Based on what I can understand from the security documentation I've read, there are two primary mechanisms that Java uses to secure itself. The first is a namespace mechanism where different threads can be given access to only certain classes (or different versions of classes). This initially sounded like a great way of separating out my code from the interpreter code. My code would simply not be visible to the interpreter code, meaning that I wouldn't have to bother securing my own code. I would only have to create a hardened API for interfacing the interpreter with my own code. The second mechanism is a permissions mechanism where every class has an associated set of permissions. Whenever a potentially dangerous operation is being performed, the permission framework will go through the stack, find the class/code on the stack with the lowest set of permissions, and only allow the operation to proceed if the permissions are sufficiently high to allow it. So for my interpreter thread, as long as I could create a class with no permissions and then slip this class at the base of the interpreter thread's stack frame, then the interpreter wouldn't be able to do malicious things.

So with these two mechanisms, I could use permissions to prevent the interpreter from doing anything bad and use namespaces to prevent the interpreter from tricking my own code into doing bad things. Unfortunately, although this sounds theoretically great, I couldn't quite make the Java APIs do this for me. It seems like the API was mainly designed so that the Java VM and library could secure itself in applets. If programmers want to use the same mechanisms to secure their own code, you have to jump through a lot of hoops. The main problem seems to be that the Java VM loads the application's code with the system class loader. This means that the application code is basically considered to be as trusted and as secure as Java library code. You can't easily create a new thread with a new namespace with fewer classes and where existing classes are relabeled with lower permissions. It's probably possible to do some crazy classloader voodoo where my code is packaged in a separate jar and the interpreter is in its own jar and then a special bootstrap jar will piece together the other jars in some sort of secure way, but it's messy, hard to debug, and hard to distribute all these jars to end-users (I think this is how Java application servers do their security though).

If I spent enough time thinking about class loaders, I might be able to figure out a way to solve it, but I was able to put together a solution that presumably has similar security but doesn't require so much mental gymnastics. The interpreter I use for is the Mozilla Rhino JavaScript engine. The interpreter has a ClassShutter which restricts which Java classes that user scripts can have access to. Assuming that the Rhino interpreter is properly secured, then setting the ClassShutter to prevent access to any Java classes should prevent user code from accessing my own insecure code except through well-defined and secured APIs. This should provide equivalent security to namespaces.

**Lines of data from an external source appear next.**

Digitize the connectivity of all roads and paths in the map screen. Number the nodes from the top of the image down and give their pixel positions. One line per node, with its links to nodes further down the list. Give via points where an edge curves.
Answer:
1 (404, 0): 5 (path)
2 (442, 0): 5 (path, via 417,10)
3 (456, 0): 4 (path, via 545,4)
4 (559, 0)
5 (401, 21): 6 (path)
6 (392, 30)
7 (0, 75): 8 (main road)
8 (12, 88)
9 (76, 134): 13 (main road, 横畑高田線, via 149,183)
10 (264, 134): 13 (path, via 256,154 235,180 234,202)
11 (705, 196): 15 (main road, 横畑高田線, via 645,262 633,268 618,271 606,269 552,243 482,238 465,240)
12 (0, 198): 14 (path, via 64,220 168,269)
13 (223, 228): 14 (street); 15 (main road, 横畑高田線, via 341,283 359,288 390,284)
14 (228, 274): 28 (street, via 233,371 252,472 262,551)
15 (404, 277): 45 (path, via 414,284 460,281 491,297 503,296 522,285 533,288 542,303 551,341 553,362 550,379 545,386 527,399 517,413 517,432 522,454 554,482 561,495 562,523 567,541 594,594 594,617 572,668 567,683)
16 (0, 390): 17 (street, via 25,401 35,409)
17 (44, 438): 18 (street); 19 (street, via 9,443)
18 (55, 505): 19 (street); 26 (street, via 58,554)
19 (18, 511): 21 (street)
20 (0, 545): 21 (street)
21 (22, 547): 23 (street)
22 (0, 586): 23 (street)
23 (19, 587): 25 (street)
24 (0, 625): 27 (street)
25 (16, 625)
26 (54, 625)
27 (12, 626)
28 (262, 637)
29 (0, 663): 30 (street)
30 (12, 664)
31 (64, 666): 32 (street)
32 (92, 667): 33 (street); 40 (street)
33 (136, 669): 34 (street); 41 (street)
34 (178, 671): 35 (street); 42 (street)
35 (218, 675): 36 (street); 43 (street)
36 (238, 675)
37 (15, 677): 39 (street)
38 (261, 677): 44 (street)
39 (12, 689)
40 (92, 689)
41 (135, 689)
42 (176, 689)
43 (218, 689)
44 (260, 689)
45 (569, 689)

I still made use of the Java permissions security mechanism, but that only required me to find a way to use class loaders to load a single class with reduced security. Basically, I created a class that implemented a proxy for java.lang.Runnable and compiled it by hand. I renamed the resulting .class file to a .bin so that the system class loader wouldn't prevent my class loader from seeing the file. I then created a classloader that would intercept attempts to create that class and create a version from the .bin file instead with lower permissions. In order to make sure you use the version of the class loaded by the custom class loader (the one with reduced permissions) and not the system class loader (the one with full permissions), you have to carefully use reflection to get the class loader to load its version though. When creating the interpreter thread, I start the thread off by running this class, thereby inserting these lower permissions at the base of the interpreter's stack frame.